Before the court, the agency explained that it had changed its position on the necessity of full field development. Due to that lack of explanation, which falls short of what is required by the National Environmental Policy Act, the approval of the project was arbitrary and capricious under the Administrative Procedure Act, the court found.

Rather than vacating the agency’s approval of the project, the court ordered the agency to explain “whether and how its approved alternative strands economically viable oil” despite having maintained that it would only consider alternatives that would take advantage of the entire oil field.

“[Bureau of Land Management’s] lone error is at heart a procedural, not a substantive violation,” Nelson wrote

Vacating the approval entirely would be far too disruptive for the minor error, Nelson wrote. The billion-dollar project is expected to employ over 1,000 people. Additionally, it will bring local benefits, including the creation of gravel roads and boat ramps to access subsistence resources, as well as the implementation of long-term mitigation measures for caribou herds.

“Willow’s benefits for the communities most affected by the project weigh strongly against vacatur here,” Nelson wrote.

The procedural error is the one win the environmental groups secured, as the majority otherwise agreed with Gleason.

The Center for Biological Diversity had argued the agency violated NEPA by not separately estimating downstream emissions from future oil development. But the court found those emissions were sufficiently addressed as cumulative impacts and didn’t need to be categorized as indirect effects of hypothetical future activity.

“It is inconceivable that the public and policymakers would find it informative to separate out this single piece of information from a 441-page [supplemental environmental impact statement] with over 20 supporting documents,” Nelson wrote.

Both the environmental groups also raised claims under the Reserves Act, which again failed.

“The Reserves Act grants broad discretion to the Secretary to determine the specifics of how to protect surface resources in the [National Petroleum Reserve-Alaska],” Nelson wrote. The agency provided enough explanation behind its decisions to satisfy the law.

As for the Sovereign Iñupiat for a Living Arctic argument that the agency violated the Alaska National Interest Lands Conservation Act by overlooking alternative proposals that would lessen the impacts to subsistence uses, the court wasn’t convinced.

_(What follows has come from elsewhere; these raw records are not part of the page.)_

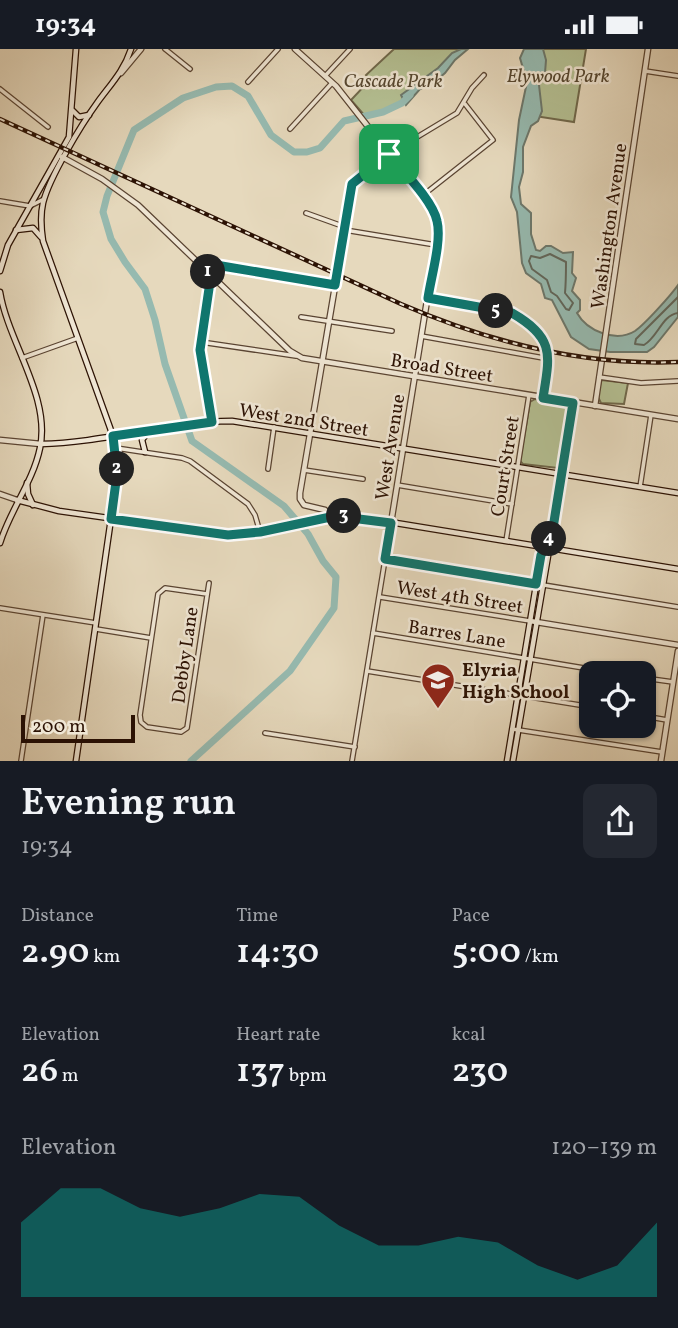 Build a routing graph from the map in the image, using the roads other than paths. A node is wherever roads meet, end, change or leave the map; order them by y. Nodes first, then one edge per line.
1 (76, 49) edge
2 (131, 49) edge
3 (141, 49) edge
4 (165, 49) edge
5 (278, 49) edge
6 (295, 49) edge
7 (350, 49) edge
8 (648, 49) edge
9 (190, 69) dead end
10 (645, 71) junction
11 (121, 73) junction
12 (484, 75) dead end
13 (325, 76) junction
14 (678, 76) edge
15 (248, 82) dead end
16 (332, 83) junction
17 (0, 89) edge
18 (464, 104) junction
19 (73, 110) junction
20 (89, 115) junction
21 (48, 127) dead end
22 (290, 129) dead end
23 (373, 133) junction
24 (389, 154) junction
25 (62, 157) junction
26 (368, 170) junction
27 (422, 196) junction
28 (44, 199) junction
29 (0, 201) edge
30 (30, 206) junction
31 (306, 213) dead end
32 (345, 229) junction
33 (16, 230) junction
34 (43, 241) junction
35 (436, 245) junction
36 (205, 269) junction
37 (0, 271) edge
38 (211, 275) junction
39 (335, 285) junction
40 (0, 292) edge
41 (428, 298) junction
42 (301, 317) dead end
43 (330, 321) junction
44 (392, 331) dead end
45 (421, 336) junction
46 (78, 338) junction
47 (201, 342) junction
48 (299, 357) junction
49 (22, 358) junction
50 (550, 359) junction
51 (323, 362) junction
52 (415, 377) junction
53 (599, 377) junction
54 (678, 381) edge
55 (529, 395) junction
56 (543, 398) junction
57 (573, 403) junction
58 (595, 406) junction
59 (651, 415) junction
60 (678, 419) edge
61 (212, 422) junction
62 (274, 427) junction
63 (148, 431) junction
64 (311, 433) junction
65 (113, 436) junction
66 (0, 440) edge
67 (41, 444) junction
68 (116, 448) junction
69 (403, 448) junction
70 (145, 452) junction
71 (518, 466) junction
72 (268, 469) dead end
73 (304, 470) junction
74 (562, 473) junction
75 (363, 479) dead end
76 (27, 482) junction
77 (397, 485) junction
78 (640, 487) junction
79 (678, 493) edge
80 (0, 494) edge
81 (17, 500) junction
82 (512, 504) junction
83 (33, 505) junction
84 (331, 516) junction
85 (111, 519) junction
86 (391, 523) junction
87 (260, 532) junction
88 (506, 541) junction
89 (0, 543) edge
90 (546, 548) junction
91 (385, 559) junction
92 (678, 569) edge
93 (209, 583) dead end
94 (539, 584) junction
95 (207, 594) junction
96 (379, 597) junction
97 (678, 607) edge
98 (0, 608) edge
99 (43, 615) junction
100 (96, 622) junction
101 (533, 622) junction
102 (96, 629) junction
103 (373, 633) junction
104 (151, 638) junction
105 (678, 645) edge
106 (678, 651) edge
107 (527, 659) junction
108 (579, 667) edge
109 (367, 671) junction
110 (656, 680) edge
111 (673, 682) junction
112 (521, 696) junction
113 (579, 705) edge
114 (656, 718) edge
115 (667, 720) junction
116 (515, 730) junction
117 (265, 733) dead end
118 (355, 747) junction
119 (662, 753) junction
120 (22, 761) edge
121 (76, 761) edge
122 (352, 761) edge
123 (507, 761) edge
124 (513, 761) edge
125 (661, 761) edge

1 - 19 main road
2 - 11 main road
3 - 11 main road
4 - 9 street
5 - 15 street
6 - 13 main road
7 - 13 street
8 - 10 main road, Washington Avenue
10 - 14 street
10 - 53 main road, Washington Avenue
11 - 20 main road
12 - 18 street
13 - 16 main road
16 - 22 street
16 - 23 main road
17 - 21 street
18 - 24 street
18 - 27 street
19 - 20 main road
19 - 25 main road
20 - 25 main road
23 - 24 main road
23 - 26 main road
24 - 26 main road
24 - 27 main road
25 - 28 main road
25 - 30 main road
25 - 36 main road
26 - 32 main road
27 - 35 main road, West Avenue
28 - 30 street
28 - 34 main road
29 - 30 street
30 - 33 main road
31 - 32 street
32 - 35 street
32 - 39 main road
33 - 34 main road
33 - 37 main road
34 - 46 main road
35 - 41 main road, West Avenue
36 - 38 main road
36 - 39 street
38 - 47 street
38 - 48 main road
39 - 43 main road
40 - 49 main road
41 - 45 main road, West Avenue
41 - 50 street
42 - 43 street
43 - 44 street
43 - 51 main road
45 - 50 street
45 - 52 main road, West Avenue
46 - 49 street
46 - 65 main road
47 - 48 street, Broad Street
47 - 61 street
48 - 51 main road, Broad Street
49 - 67 main road
50 - 56 street
51 - 52 main road, Broad Street
51 - 64 main road
52 - 55 main road, Broad Street
52 - 69 main road, West Avenue
53 - 54 street
53 - 58 main road, Washington Avenue
55 - 56 main road, Broad Street
55 - 71 street, Court Street
56 - 57 main road, Broad Street
57 - 58 main road, Broad Street
57 - 74 main road
58 - 59 main road, Broad Street
59 - 60 main road, Broad Street
59 - 78 street
61 - 62 main road, West 2nd Street
61 - 63 main road, West 2nd Street
62 - 64 main road, West 2nd Street
62 - 72 street
63 - 65 main road, West 2nd Street
63 - 70 main road
64 - 69 main road, West 2nd Street
64 - 73 main road
65 - 67 main road, West 2nd Street
65 - 68 main road
66 - 67 main road, West 2nd Street
67 - 76 main road
68 - 70 street
68 - 85 main road
69 - 71 main road, West 2nd Street
69 - 77 main road, West Avenue
70 - 87 street
71 - 74 main road, West 2nd Street
71 - 82 street, Court Street
73 - 75 street
73 - 84 main road
74 - 78 main road, West 2nd Street
74 - 90 main road
76 - 81 main road
76 - 83 main road
77 - 82 street
77 - 86 main road, West Avenue
78 - 79 main road, West 2nd Street
80 - 81 main road
81 - 83 main road
81 - 89 main road
82 - 88 street, Court Street
83 - 85 main road
84 - 86 main road
84 - 87 main road
85 - 87 main road
85 - 100 main road
86 - 88 main road
86 - 91 street, West Avenue
88 - 90 main road
90 - 92 main road
90 - 94 main road
91 - 94 street
91 - 96 street, West Avenue
93 - 95 street, Debby Lane
94 - 97 street
94 - 101 main road
95 - 104 street
95 - 104 street, Debby Lane
96 - 101 street, West 4th Street
96 - 103 street, West Avenue
98 - 99 street
99 - 100 street
99 - 120 street
100 - 102 main road
101 - 105 main road
101 - 107 main road
102 - 104 street
102 - 121 main road
103 - 107 street, Barres Lane
103 - 109 street, West Avenue
106 - 111 main road
107 - 108 street, Barres Lane
107 - 112 main road
109 - 112 street
109 - 118 street, West Avenue
110 - 111 street
111 - 115 main road
112 - 113 street
112 - 116 main road
114 - 115 street
115 - 119 main road
116 - 119 street
116 - 123 main road
116 - 124 main road
117 - 118 street
118 - 122 street, West Avenue
119 - 125 main road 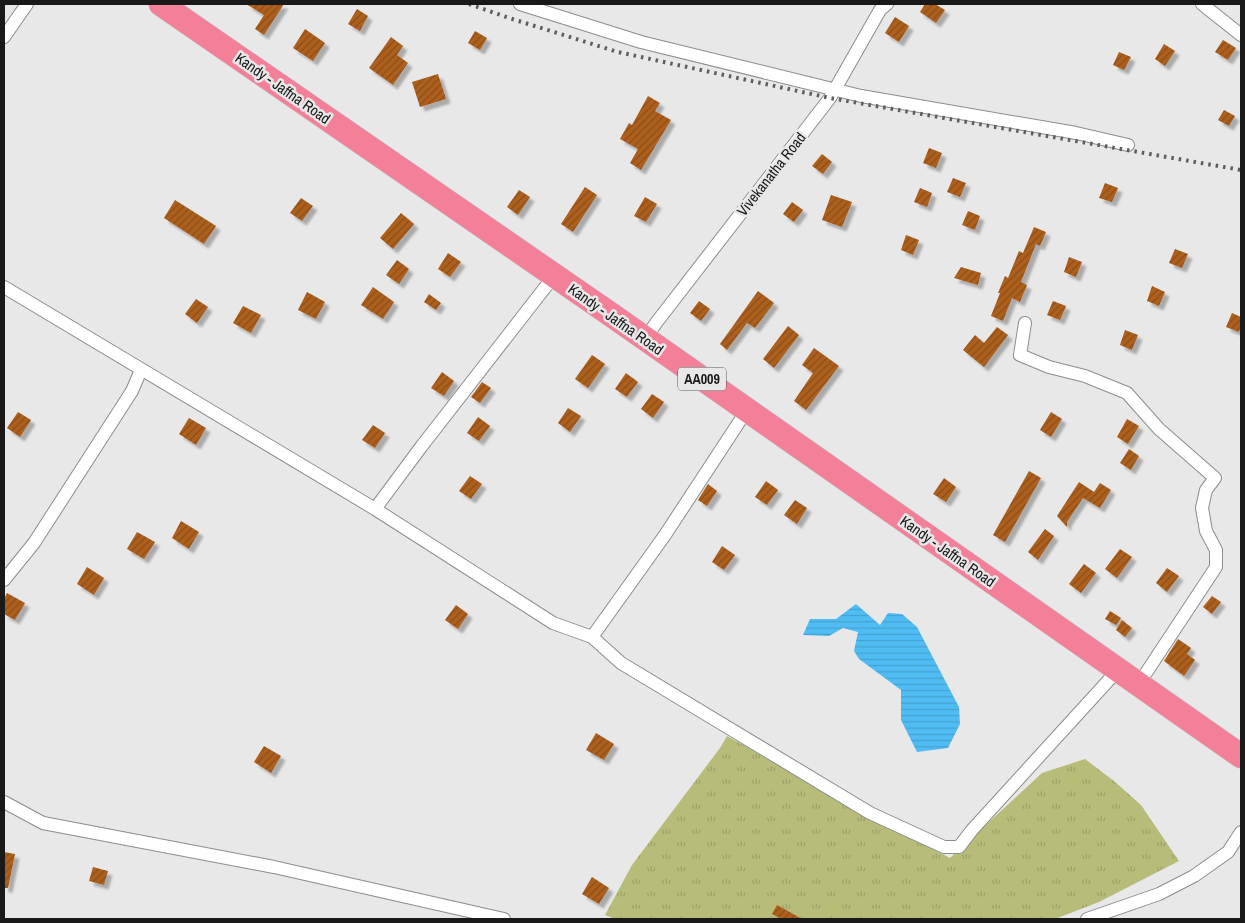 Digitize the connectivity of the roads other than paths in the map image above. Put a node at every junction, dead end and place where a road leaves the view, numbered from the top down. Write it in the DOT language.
graph roads {
  1 [pos="27,4"];
  2 [pos="520,4"];
  3 [pos="887,4"];
  4 [pos="1202,4"];
  5 [pos="167,5"];
  6 [pos="1241,35"];
  7 [pos="4,37"];
  8 [pos="834,89"];
  9 [pos="1128,145"];
  10 [pos="554,276"];
  11 [pos="4,288"];
  12 [pos="1024,322"];
  13 [pos="645,339"];
  14 [pos="141,370"];
  15 [pos="746,410"];
  16 [pos="375,509"];
  17 [pos="4,580"];
  18 [pos="592,637"];
  19 [pos="1118,670"];
  20 [pos="1138,685"];
  21 [pos="1241,756"];
  22 [pos="4,802"];
  23 [pos="1241,832"];
  24 [pos="504,919"];
  25 [pos="1087,919"];
  1 -- 7 [label="street"];
  2 -- 8 [label="street"];
  3 -- 8 [label="street, Vivekanatha Road"];
  4 -- 6 [label="street"];
  5 -- 10 [label="highway, Kandy - Jaffna Road / AA009"];
  8 -- 9 [label="street"];
  8 -- 13 [label="street, Vivekanatha Road"];
  10 -- 13 [label="highway, Kandy - Jaffna Road / AA009"];
  10 -- 16 [label="street"];
  11 -- 14 [label="street"];
  12 -- 20 [label="street"];
  13 -- 15 [label="highway, Kandy - Jaffna Road / AA009"];
  14 -- 16 [label="street"];
  14 -- 17 [label="street"];
  15 -- 18 [label="street"];
  15 -- 19 [label="highway, Kandy - Jaffna Road / AA009"];
  16 -- 18 [label="street"];
  18 -- 19 [label="street"];
  19 -- 20 [label="highway, Kandy - Jaffna Road / AA009"];
  20 -- 21 [label="highway, Kandy - Jaffna Road / AA009"];
  22 -- 24 [label="street"];
  23 -- 25 [label="street"];
} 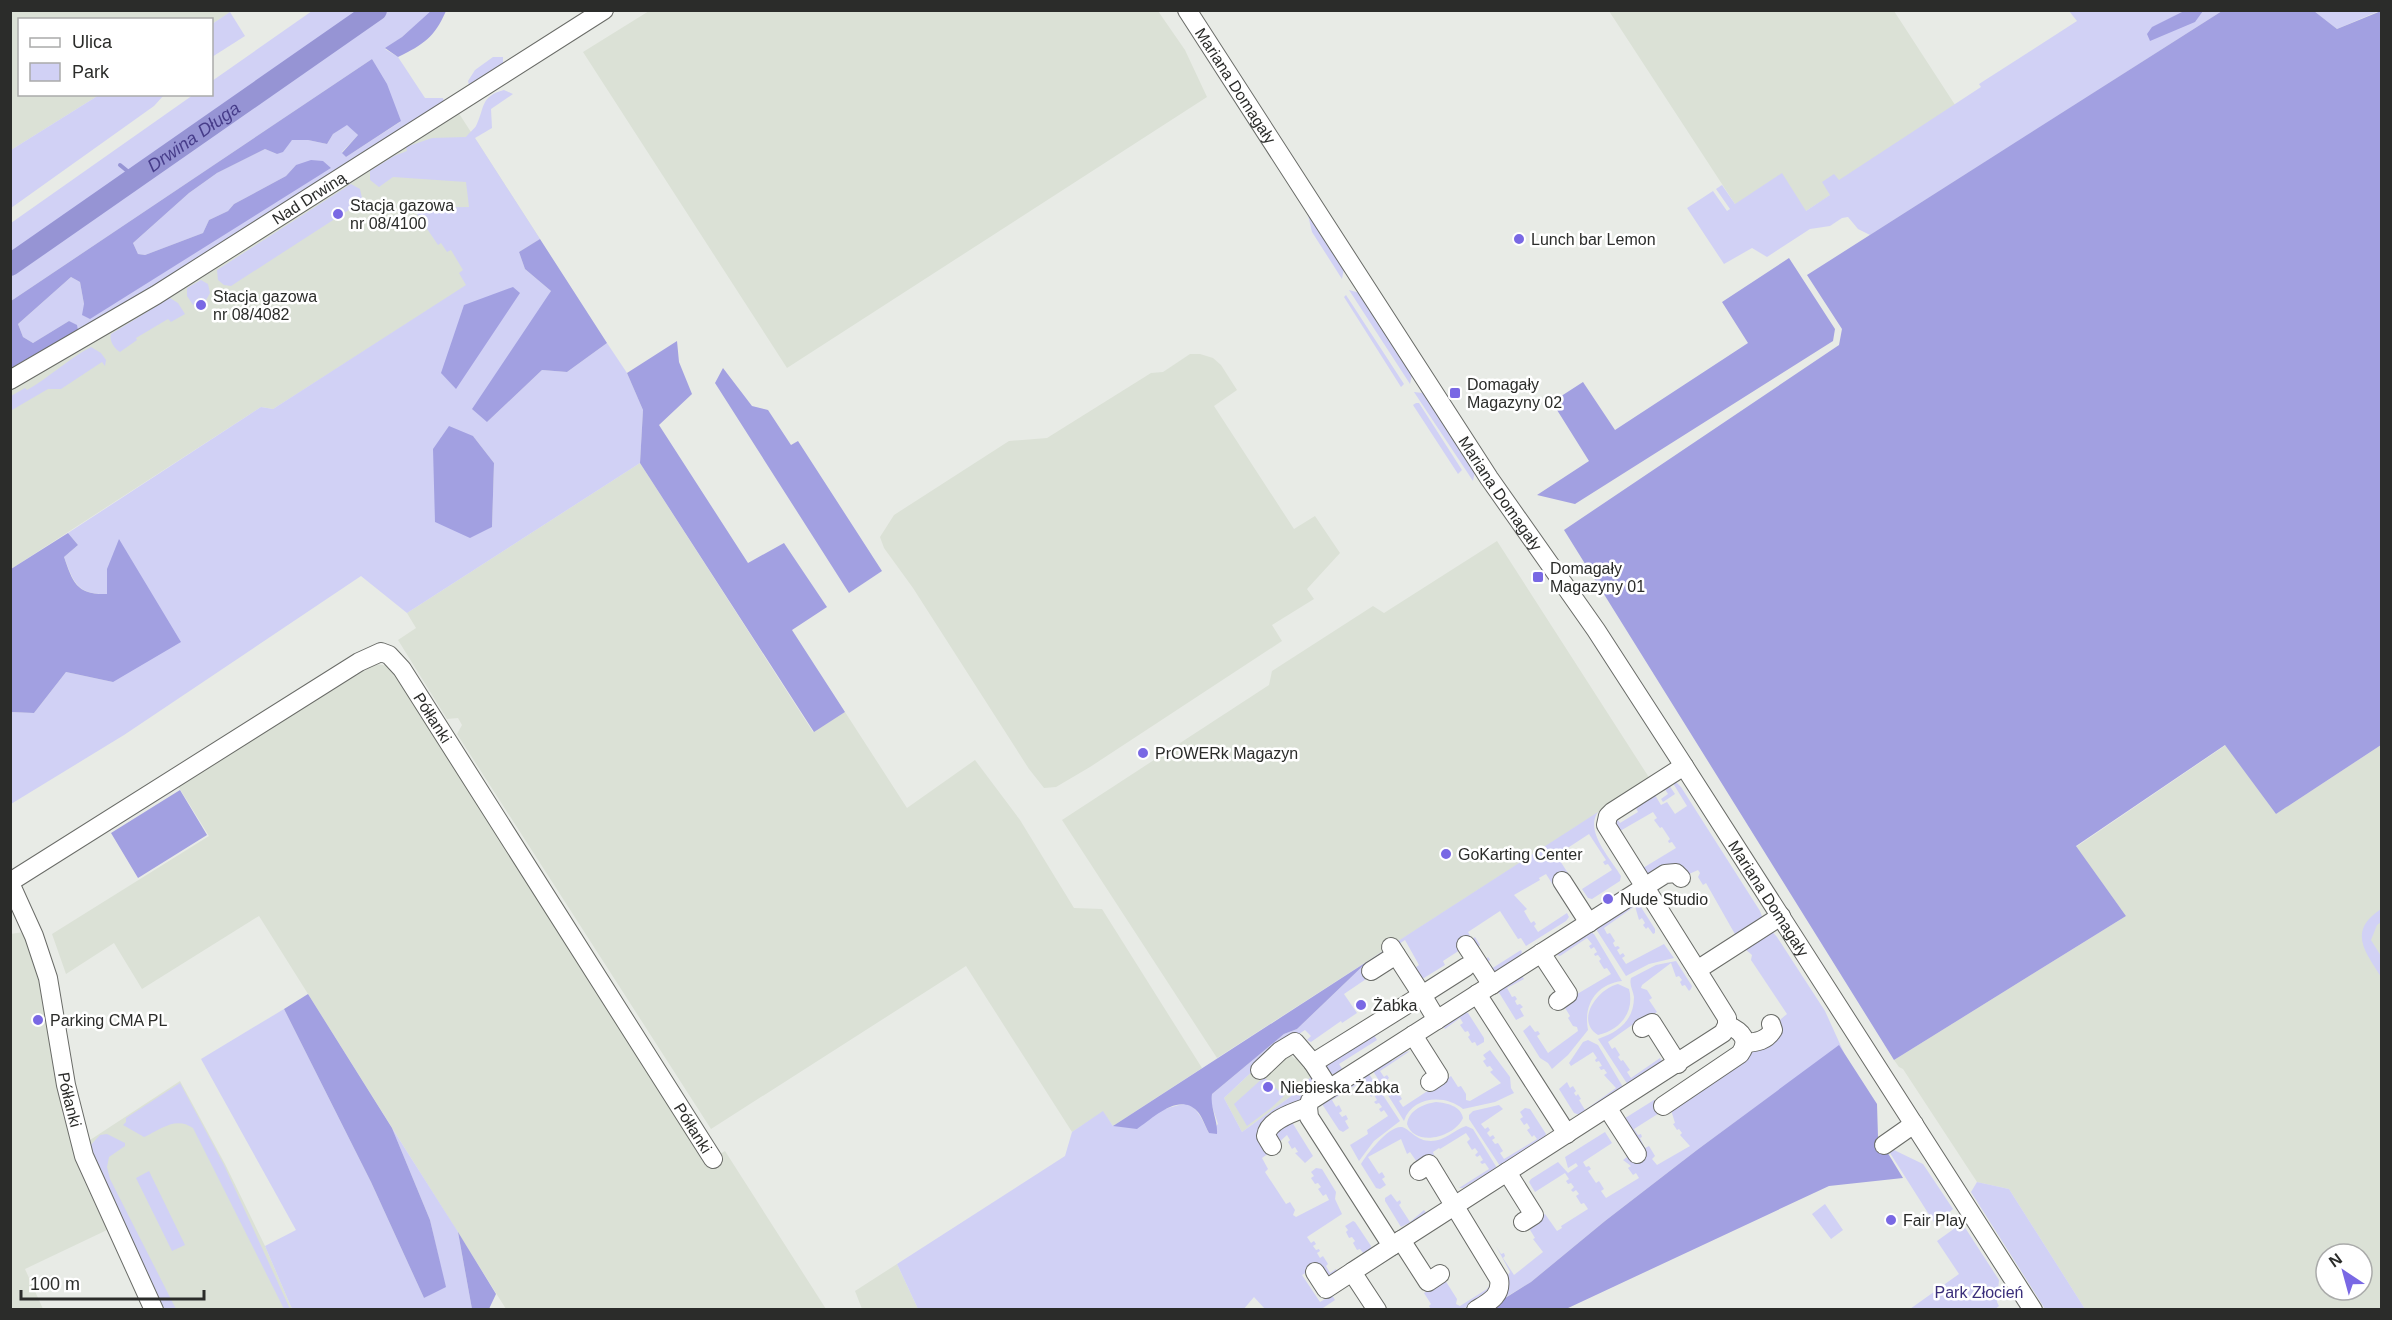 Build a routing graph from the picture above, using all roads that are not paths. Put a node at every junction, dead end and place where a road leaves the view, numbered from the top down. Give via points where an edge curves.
1 (604, 10) edge
2 (1187, 10) edge
3 (10, 380) edge
4 (1684, 766) junction
5 (1681, 878) dead end
6 (1562, 881) dead end
7 (10, 882) edge
8 (1644, 888) junction
9 (1781, 916) junction
10 (1589, 923) junction
11 (1466, 945) dead end
12 (1541, 953) junction
13 (1466, 967) dead end
14 (1697, 970) junction
15 (1371, 971) dead end
16 (1485, 990) junction
17 (1567, 994) dead end
18 (1422, 995) junction
19 (1437, 1020) junction
20 (1652, 1022) dead end
21 (1771, 1024) dead end
22 (1727, 1025) junction
23 (1413, 1035) junction
24 (1746, 1043) junction
25 (1313, 1063) junction
26 (1678, 1064) junction
27 (1260, 1070) dead end
28 (1439, 1076) dead end
29 (1329, 1088) junction
30 (1663, 1106) dead end
31 (1308, 1107) junction
32 (1608, 1108) junction
33 (1914, 1124) junction
34 (1567, 1134) junction
35 (1884, 1145) dead end
36 (1272, 1146) dead end
37 (1637, 1154) dead end
38 (713, 1159) dead end
39 (1429, 1164) dead end
40 (1508, 1172) junction
41 (1454, 1206) junction
42 (1523, 1222) dead end
43 (1396, 1243) junction
44 (1315, 1272) dead end
45 (1352, 1272) junction
46 (1429, 1282) dead end
47 (154, 1310) edge
48 (1377, 1310) edge
49 (1476, 1310) edge
50 (2033, 1310) edge

1 - 3 street, Nad Drwiną via 173,284
2 - 4 street, Mariana Domagały via 1489,478 1596,630
4 - 8 street via 1612,812 1606,821 1608,831
4 - 9 street, Mariana Domagały
5 - 8 street via 1669,873
6 - 10 street
7 - 38 street, Półłanki via 359,662 381,652 389,655 402,669
7 - 47 street, Półłanki via 48,978 66,1085 84,1156
8 - 10 street
8 - 14 street
9 - 14 street
9 - 33 street, Mariana Domagały
10 - 12 street
11 - 16 street
12 - 16 street
12 - 17 street
13 - 18 street
14 - 22 street via 1726,1016
15 - 18 street via 1394,951
16 - 19 street
16 - 34 street
18 - 19 street
18 - 25 street
19 - 23 street
20 - 26 street
21 - 24 street via 1769,1036
22 - 24 street via 1741,1033
22 - 26 street via 1721,1035
23 - 28 street
23 - 29 street
24 - 30 street via 1740,1054
25 - 27 street via 1299,1039
25 - 29 street
26 - 32 street
29 - 31 street via 1310,1101
31 - 36 street via 1288,1114 1269,1128 1266,1136
31 - 43 street via 1309,1117
32 - 34 street
32 - 37 street
33 - 35 street
33 - 50 street, Mariana Domagały
34 - 40 street
39 - 41 street
40 - 41 street
40 - 42 street via 1534,1215
41 - 43 street
41 - 49 street via 1499,1283 1496,1297
43 - 45 street
43 - 46 street
44 - 45 street via 1326,1289
45 - 48 street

While the agency must consider alternatives, nothing forces them to choose those alternatives.

The last argument, raised by the Center for Biological Diversity, asserted that the increase in greenhouse gas emissions would threaten Endangered Species Act-protected species and their critical habitat. The appeals court agreed with the lower court’s dismissal of this claim as well.

“At bottom, each agency ‘rationally explain[ed] why it did what it did,’” Nelson wrote.

Had panel member U.S. Circuit Judge Gabriel Sanchez decided the case alone, the environmental groups would have prevailed. In his dissent, Sanchez characterized the agency’s errors as “more fundamental” than simply procedural.

“The agency’s unexplained decision constitutes a manifest abuse of discretion and requires vacatur,” Sanchez wrote.